§ WHAT YOU WILL DO
From the first line to the last, print the records exactly.

§ SUPPLIED ENTRIES
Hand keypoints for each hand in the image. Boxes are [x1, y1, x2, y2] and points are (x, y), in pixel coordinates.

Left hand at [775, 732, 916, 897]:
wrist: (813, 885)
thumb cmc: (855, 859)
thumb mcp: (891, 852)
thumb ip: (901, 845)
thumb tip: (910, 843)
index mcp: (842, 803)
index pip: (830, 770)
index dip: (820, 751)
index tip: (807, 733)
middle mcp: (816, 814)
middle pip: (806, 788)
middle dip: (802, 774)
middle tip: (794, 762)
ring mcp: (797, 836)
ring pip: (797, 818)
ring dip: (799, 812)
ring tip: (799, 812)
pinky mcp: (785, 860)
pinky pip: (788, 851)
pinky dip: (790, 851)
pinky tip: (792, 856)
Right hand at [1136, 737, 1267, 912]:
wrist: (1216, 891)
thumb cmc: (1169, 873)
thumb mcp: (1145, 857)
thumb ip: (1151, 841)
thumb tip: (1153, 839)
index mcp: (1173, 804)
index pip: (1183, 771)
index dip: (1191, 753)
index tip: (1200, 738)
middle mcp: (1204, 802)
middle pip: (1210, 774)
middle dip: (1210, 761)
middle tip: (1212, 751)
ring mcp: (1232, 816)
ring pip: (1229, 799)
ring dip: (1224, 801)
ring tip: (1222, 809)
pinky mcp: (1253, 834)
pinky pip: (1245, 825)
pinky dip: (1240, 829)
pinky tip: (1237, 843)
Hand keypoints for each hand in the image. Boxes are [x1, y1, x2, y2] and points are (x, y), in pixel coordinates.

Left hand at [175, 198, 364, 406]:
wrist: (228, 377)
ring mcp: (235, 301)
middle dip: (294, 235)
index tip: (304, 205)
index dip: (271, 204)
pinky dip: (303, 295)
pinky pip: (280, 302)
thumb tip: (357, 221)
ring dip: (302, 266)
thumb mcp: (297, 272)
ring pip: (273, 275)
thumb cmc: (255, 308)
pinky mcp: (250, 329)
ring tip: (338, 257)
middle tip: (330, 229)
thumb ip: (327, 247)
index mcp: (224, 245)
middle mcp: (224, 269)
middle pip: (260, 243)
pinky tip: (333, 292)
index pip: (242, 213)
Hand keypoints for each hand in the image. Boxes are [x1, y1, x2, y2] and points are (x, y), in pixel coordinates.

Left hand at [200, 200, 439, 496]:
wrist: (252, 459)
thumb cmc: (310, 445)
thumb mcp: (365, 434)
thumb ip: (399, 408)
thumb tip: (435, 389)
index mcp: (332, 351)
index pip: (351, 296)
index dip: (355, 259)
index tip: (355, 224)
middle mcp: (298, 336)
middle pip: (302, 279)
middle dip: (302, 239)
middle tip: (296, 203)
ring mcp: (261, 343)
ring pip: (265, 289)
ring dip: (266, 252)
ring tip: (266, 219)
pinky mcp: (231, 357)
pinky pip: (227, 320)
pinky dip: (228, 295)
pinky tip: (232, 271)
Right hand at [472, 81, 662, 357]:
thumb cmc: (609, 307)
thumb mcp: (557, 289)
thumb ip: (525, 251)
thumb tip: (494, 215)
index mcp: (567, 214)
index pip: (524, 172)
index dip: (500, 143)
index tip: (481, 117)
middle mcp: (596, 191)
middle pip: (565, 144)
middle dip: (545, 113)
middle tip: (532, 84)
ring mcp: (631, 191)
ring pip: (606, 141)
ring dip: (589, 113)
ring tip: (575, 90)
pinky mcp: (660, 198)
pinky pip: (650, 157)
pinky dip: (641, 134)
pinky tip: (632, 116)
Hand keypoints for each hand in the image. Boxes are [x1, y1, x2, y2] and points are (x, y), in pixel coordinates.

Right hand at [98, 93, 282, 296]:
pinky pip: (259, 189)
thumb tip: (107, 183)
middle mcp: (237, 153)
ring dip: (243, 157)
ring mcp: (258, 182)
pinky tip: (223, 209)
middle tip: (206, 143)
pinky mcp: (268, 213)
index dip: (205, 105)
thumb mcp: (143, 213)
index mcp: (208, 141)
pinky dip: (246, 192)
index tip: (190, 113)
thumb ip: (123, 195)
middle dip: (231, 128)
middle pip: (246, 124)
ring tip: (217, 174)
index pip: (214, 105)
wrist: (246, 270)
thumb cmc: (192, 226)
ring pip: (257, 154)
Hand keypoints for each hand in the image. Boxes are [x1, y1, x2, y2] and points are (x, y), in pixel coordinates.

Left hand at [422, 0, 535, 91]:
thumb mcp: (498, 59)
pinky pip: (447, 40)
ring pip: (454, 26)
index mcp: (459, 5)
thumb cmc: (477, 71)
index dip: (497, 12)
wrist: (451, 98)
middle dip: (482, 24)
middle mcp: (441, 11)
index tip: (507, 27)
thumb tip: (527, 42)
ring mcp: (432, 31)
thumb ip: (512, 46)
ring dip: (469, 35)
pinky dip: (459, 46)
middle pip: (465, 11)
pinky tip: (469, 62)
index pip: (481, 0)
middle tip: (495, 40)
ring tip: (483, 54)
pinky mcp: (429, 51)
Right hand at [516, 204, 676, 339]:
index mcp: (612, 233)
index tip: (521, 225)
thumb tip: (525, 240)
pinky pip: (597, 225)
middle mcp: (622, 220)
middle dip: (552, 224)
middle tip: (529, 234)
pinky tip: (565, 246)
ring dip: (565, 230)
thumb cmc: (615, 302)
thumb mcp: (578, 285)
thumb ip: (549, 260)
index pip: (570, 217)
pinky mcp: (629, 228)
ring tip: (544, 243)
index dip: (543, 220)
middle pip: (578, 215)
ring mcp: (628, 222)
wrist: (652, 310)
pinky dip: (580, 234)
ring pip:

§ ANSWER TO THE EXERCISE
Hand keypoints for each hand in the image. Boxes are [x1, y1, x2, y2] and points are (x, y), in pixel coordinates.

Left hand at [775, 732, 916, 897]:
wrist: (813, 885)
thumb cmc: (855, 859)
thumb mcp: (891, 852)
thumb ip: (901, 845)
thumb tip: (910, 843)
index mcp: (842, 803)
index pip: (830, 770)
index dip: (820, 751)
index tip: (807, 733)
middle mcp: (816, 814)
middle pip: (806, 788)
middle dip: (802, 774)
middle tip: (794, 762)
ring mcp: (797, 836)
ring pip: (797, 818)
ring dip: (799, 812)
ring tip: (799, 812)
pinky mcp: (785, 860)
pinky pip: (788, 851)
pinky dip: (790, 851)
pinky tip: (792, 856)
Right hand at [1136, 737, 1267, 912]:
wrist: (1216, 891)
thumb cmc: (1169, 873)
thumb mcp: (1145, 857)
thumb ip: (1151, 841)
thumb tip: (1153, 839)
index mcp: (1173, 804)
index pip: (1183, 771)
index dip: (1191, 753)
index tip: (1200, 738)
middle mcp: (1204, 802)
middle pip: (1210, 774)
middle dip: (1210, 761)
middle tip: (1212, 751)
ring mcp: (1232, 816)
ring pip: (1229, 799)
ring dip: (1224, 801)
ring tip: (1222, 809)
pinky mcp: (1253, 834)
pinky pip: (1245, 825)
pinky dip: (1240, 829)
pinky tip: (1237, 843)
Hand keypoints for each hand in the image. Boxes are [x1, y1, x2, y2] and points are (x, y), in pixel coordinates.

Left hand at [175, 198, 364, 406]:
wrist: (228, 377)
ring mcp: (235, 301)
middle dip: (294, 235)
index tip: (304, 205)
index dip: (271, 204)
pinky dip: (303, 295)
pinky pip: (280, 302)
thumb tip: (357, 221)
ring dip: (302, 266)
thumb mcp: (297, 272)
ring pip: (273, 275)
thumb cmc: (255, 308)
pinky mcp: (250, 329)
ring tip: (338, 257)
middle tip: (330, 229)
thumb ip: (327, 247)
index mcp: (224, 245)
middle mcp: (224, 269)
middle pip: (260, 243)
pinky tip: (333, 292)
index pip: (242, 213)
Hand keypoints for each hand in the image. Boxes are [x1, y1, x2, y2] and points are (x, y), in pixel coordinates.

Left hand at [200, 200, 439, 496]:
wrist: (252, 459)
thumb cmc: (310, 445)
thumb mcp: (365, 434)
thumb ip: (399, 408)
thumb tip: (435, 389)
index mcp: (332, 351)
index pip: (351, 296)
index dip: (355, 259)
index tip: (355, 224)
middle mcp: (298, 336)
middle pip: (302, 279)
middle dip: (302, 239)
middle tip: (296, 203)
ring mcp: (261, 343)
ring pip: (265, 289)
ring dip: (266, 252)
ring tip: (266, 219)
pinky mcp: (231, 357)
pinky pip: (227, 320)
pinky dip: (228, 295)
pinky tip: (232, 271)
Right hand at [472, 81, 662, 357]:
thumb cmc: (609, 307)
thumb mcp: (557, 289)
thumb ip: (525, 251)
thumb tip: (494, 215)
index mcp: (567, 214)
index pip: (524, 172)
index dip: (500, 143)
index tip: (481, 117)
middle mcp: (596, 191)
middle pip: (565, 144)
middle dip: (545, 113)
middle tip: (532, 84)
ring mcp: (631, 191)
ring pip: (606, 141)
ring dip: (589, 113)
ring tip: (575, 90)
pinky mcp: (660, 198)
pinky pip: (650, 157)
pinky dip: (641, 134)
pinky tip: (632, 116)
Hand keypoints for each hand in the image. Boxes are [x1, y1, x2, y2] and points are (x, y), in pixel coordinates.

Right hand at [98, 93, 282, 296]:
pinky pip: (259, 189)
thumb tip: (107, 183)
middle mcp: (237, 153)
ring dip: (243, 157)
ring mcp: (258, 182)
pinky tip: (223, 209)
middle tip: (206, 143)
pinky mcp: (268, 213)
index dip: (205, 105)
thumb mcp: (143, 213)
index mcp: (208, 141)
pinky dip: (246, 192)
index tip: (190, 113)
thumb ip: (123, 195)
middle dip: (231, 128)
middle pip: (246, 124)
ring tip: (217, 174)
index pip: (214, 105)
wrist: (246, 270)
thumb cmc: (192, 226)
ring pip: (257, 154)
Hand keypoints for each hand in the image. Boxes are [x1, y1, x2, y2] and points are (x, y), in pixel coordinates.

Left hand at [422, 0, 535, 91]:
thumb mcp: (498, 59)
pinky pip: (447, 40)
ring pip: (454, 26)
index mcp: (459, 5)
thumb cmc: (477, 71)
index dip: (497, 12)
wrist: (451, 98)
middle dip: (482, 24)
middle mcp: (441, 11)
index tip: (507, 27)
thumb tip: (527, 42)
ring mcp: (432, 31)
thumb ip: (512, 46)
ring dip: (469, 35)
pinky dip: (459, 46)
middle pip: (465, 11)
pinky tip: (469, 62)
index pip: (481, 0)
middle tip: (495, 40)
ring tip: (483, 54)
pinky mcp: (429, 51)
Right hand at [516, 204, 676, 339]:
index mcp: (612, 233)
index tip: (521, 225)
thumb tip: (525, 240)
pinky pip: (597, 225)
middle mcp: (622, 220)
middle dip: (552, 224)
middle tip: (529, 234)
pinky tip: (565, 246)
ring dip: (565, 230)
thumb cmc: (615, 302)
thumb mcp: (578, 285)
thumb ip: (549, 260)
index pip: (570, 217)
pinky mcp: (629, 228)
ring tip: (544, 243)
index dip: (543, 220)
middle pip: (578, 215)
ring mcp: (628, 222)
wrist: (652, 310)
pinky dip: (580, 234)
ring pip:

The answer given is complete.